• **TASK DIRECTIONS**: Establish how many lines of the material below contain the string "roads". Return that number by itself.

• **RECORD SET**:
++++++++
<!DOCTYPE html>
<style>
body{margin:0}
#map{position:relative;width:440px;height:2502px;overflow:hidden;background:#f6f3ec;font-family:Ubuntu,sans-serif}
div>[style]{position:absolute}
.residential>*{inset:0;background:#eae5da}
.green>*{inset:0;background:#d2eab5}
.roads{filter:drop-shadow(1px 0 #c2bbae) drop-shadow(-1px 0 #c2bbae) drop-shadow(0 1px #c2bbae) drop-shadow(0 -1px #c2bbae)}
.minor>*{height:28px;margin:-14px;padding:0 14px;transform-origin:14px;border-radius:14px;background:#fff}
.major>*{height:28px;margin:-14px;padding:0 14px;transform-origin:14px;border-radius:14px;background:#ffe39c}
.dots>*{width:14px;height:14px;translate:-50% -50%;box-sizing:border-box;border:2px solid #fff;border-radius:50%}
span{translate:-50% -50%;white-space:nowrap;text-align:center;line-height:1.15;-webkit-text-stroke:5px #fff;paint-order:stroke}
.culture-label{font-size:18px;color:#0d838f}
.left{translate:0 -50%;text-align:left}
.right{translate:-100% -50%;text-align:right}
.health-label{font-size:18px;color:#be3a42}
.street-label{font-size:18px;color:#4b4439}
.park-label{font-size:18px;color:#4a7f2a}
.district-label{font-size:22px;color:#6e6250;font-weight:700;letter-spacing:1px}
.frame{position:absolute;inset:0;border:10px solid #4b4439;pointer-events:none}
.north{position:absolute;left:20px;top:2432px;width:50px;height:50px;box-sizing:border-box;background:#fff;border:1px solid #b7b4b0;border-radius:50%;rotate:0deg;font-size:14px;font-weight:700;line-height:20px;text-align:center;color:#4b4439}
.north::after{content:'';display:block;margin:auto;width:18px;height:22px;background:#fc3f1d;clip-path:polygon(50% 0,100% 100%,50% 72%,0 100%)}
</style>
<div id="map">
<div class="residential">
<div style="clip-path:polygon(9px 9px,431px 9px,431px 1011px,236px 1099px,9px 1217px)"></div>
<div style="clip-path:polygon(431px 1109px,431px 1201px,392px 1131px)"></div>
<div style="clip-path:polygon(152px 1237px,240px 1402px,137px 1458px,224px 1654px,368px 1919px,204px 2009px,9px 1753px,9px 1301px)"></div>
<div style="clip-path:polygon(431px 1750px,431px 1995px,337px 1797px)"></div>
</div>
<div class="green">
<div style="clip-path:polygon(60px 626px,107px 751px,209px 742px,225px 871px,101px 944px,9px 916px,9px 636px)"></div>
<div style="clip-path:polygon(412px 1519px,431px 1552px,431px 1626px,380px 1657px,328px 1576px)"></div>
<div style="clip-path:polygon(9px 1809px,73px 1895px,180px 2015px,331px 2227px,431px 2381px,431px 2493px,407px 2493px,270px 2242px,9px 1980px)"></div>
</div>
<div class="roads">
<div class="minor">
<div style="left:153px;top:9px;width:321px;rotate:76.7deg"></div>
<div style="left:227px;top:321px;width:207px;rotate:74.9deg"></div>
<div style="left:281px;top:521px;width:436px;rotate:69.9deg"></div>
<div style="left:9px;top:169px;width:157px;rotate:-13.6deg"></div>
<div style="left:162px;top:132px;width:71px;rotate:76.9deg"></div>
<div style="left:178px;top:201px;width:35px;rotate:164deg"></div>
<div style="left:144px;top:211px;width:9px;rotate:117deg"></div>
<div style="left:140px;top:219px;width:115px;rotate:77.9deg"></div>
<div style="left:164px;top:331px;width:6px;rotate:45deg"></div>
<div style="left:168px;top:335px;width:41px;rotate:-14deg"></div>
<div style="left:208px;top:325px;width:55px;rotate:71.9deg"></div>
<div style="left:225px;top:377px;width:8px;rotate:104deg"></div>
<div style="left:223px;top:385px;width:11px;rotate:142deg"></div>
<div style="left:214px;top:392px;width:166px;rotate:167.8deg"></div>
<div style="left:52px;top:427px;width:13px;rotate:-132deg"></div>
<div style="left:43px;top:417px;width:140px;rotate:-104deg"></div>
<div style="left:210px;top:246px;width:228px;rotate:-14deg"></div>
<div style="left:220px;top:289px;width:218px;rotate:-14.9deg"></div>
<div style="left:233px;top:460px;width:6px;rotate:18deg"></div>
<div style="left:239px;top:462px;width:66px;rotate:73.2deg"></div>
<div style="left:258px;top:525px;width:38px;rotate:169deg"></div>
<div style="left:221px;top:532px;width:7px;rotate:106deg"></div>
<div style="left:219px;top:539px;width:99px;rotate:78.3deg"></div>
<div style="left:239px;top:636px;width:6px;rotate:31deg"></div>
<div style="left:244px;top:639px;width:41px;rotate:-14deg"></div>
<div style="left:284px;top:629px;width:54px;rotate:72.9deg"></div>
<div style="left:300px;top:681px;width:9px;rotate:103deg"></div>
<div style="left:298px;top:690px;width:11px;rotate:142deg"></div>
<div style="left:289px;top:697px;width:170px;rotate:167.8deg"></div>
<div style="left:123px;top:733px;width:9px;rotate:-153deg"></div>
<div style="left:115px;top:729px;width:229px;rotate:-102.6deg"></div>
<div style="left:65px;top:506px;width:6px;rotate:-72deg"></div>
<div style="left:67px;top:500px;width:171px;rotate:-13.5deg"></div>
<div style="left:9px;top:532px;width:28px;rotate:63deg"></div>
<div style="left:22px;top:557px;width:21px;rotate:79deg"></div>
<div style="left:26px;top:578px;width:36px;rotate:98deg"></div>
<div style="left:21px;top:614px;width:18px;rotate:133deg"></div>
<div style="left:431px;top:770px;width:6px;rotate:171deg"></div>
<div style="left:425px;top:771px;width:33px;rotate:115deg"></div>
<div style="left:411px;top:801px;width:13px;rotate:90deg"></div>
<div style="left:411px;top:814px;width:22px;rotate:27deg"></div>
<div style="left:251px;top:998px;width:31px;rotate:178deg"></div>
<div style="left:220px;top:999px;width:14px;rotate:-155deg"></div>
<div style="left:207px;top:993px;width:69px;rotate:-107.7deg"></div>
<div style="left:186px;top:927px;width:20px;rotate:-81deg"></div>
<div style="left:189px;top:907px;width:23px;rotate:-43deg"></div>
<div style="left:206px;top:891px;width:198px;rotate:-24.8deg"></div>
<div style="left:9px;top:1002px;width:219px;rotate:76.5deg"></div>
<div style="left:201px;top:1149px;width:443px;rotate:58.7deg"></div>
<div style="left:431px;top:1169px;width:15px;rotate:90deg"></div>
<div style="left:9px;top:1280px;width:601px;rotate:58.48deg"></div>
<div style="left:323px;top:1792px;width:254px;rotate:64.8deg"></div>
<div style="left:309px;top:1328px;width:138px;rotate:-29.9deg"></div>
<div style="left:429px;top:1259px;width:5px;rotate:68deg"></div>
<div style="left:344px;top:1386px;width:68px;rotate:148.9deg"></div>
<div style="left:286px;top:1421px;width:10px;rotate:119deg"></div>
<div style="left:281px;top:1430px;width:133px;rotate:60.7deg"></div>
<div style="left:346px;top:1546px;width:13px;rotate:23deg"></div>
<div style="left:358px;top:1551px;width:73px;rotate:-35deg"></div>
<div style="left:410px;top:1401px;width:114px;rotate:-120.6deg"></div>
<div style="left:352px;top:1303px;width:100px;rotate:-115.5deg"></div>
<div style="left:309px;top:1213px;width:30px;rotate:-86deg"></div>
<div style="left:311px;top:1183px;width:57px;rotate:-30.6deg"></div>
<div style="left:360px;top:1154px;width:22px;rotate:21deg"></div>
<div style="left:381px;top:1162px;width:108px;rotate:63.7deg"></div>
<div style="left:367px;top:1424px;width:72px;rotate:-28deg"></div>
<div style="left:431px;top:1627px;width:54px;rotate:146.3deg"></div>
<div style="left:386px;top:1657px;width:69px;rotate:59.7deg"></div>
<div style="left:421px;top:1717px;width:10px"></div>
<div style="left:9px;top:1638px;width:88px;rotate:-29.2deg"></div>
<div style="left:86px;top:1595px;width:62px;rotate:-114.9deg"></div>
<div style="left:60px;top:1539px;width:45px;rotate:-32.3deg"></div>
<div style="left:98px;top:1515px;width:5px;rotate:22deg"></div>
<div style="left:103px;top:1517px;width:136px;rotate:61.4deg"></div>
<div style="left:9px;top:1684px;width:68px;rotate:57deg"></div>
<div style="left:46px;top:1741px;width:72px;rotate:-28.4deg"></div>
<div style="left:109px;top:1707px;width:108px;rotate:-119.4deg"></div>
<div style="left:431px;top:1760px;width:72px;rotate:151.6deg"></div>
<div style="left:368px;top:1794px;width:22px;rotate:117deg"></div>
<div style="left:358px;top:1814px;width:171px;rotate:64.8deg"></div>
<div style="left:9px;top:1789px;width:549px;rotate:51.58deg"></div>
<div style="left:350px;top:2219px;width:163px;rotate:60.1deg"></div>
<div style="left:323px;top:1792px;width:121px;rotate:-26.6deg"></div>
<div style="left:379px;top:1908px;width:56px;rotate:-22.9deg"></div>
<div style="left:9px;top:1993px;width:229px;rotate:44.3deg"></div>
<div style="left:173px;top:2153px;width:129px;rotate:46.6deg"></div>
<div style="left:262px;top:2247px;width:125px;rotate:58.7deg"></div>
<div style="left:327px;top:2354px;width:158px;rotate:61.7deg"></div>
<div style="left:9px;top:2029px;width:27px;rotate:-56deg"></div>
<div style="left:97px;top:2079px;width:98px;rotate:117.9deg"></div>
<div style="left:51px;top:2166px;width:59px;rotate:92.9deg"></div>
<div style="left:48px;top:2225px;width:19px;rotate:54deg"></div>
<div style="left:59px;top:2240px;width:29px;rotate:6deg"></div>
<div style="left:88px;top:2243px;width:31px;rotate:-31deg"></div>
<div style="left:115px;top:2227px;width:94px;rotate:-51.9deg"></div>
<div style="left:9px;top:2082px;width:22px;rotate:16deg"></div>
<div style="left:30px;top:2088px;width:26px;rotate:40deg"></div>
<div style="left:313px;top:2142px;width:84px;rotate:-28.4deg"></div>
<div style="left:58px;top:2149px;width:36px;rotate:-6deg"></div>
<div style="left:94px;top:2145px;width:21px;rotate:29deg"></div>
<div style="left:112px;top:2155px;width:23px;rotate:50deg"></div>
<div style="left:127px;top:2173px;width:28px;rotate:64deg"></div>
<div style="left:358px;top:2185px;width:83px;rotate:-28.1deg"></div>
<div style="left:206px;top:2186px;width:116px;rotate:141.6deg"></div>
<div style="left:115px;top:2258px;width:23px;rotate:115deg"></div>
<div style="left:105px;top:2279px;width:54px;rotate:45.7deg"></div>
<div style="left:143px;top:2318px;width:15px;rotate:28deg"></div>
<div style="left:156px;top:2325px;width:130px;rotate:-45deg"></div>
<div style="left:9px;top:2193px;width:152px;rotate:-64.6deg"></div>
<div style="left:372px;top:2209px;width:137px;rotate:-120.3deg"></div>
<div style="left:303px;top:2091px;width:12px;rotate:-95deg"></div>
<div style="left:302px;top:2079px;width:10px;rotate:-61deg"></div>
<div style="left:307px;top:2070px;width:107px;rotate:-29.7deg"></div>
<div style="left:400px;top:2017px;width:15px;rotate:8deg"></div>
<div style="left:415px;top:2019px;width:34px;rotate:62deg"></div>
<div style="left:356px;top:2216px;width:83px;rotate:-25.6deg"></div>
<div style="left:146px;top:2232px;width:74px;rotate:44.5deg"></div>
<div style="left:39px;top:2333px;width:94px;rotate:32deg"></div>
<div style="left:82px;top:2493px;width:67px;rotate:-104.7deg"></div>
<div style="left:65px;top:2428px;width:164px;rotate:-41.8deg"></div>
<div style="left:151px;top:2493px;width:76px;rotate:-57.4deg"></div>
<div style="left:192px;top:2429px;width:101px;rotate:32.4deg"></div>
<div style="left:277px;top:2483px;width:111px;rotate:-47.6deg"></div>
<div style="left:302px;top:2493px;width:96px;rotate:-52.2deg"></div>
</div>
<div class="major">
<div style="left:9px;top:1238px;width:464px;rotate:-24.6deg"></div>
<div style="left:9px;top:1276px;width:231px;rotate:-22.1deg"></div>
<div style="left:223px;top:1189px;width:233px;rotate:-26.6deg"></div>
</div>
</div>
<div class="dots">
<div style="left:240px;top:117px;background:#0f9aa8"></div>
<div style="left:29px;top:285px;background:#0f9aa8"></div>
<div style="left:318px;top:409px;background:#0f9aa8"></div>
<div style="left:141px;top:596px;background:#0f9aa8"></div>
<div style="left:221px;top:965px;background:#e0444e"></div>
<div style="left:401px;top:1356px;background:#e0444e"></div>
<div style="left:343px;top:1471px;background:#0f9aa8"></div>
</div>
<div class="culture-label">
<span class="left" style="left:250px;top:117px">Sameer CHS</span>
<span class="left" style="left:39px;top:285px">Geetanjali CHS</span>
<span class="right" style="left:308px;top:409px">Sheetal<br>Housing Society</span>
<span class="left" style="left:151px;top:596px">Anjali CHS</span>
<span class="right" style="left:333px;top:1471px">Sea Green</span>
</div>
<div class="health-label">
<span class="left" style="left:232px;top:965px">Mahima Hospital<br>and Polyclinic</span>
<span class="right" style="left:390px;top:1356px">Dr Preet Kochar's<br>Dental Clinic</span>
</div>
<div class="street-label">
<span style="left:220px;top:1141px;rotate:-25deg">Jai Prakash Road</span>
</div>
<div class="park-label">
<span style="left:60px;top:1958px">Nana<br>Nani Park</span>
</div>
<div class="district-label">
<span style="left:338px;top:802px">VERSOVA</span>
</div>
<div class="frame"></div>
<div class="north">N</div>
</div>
++++++++
• **SOLUTION TO THIS TASK**: 2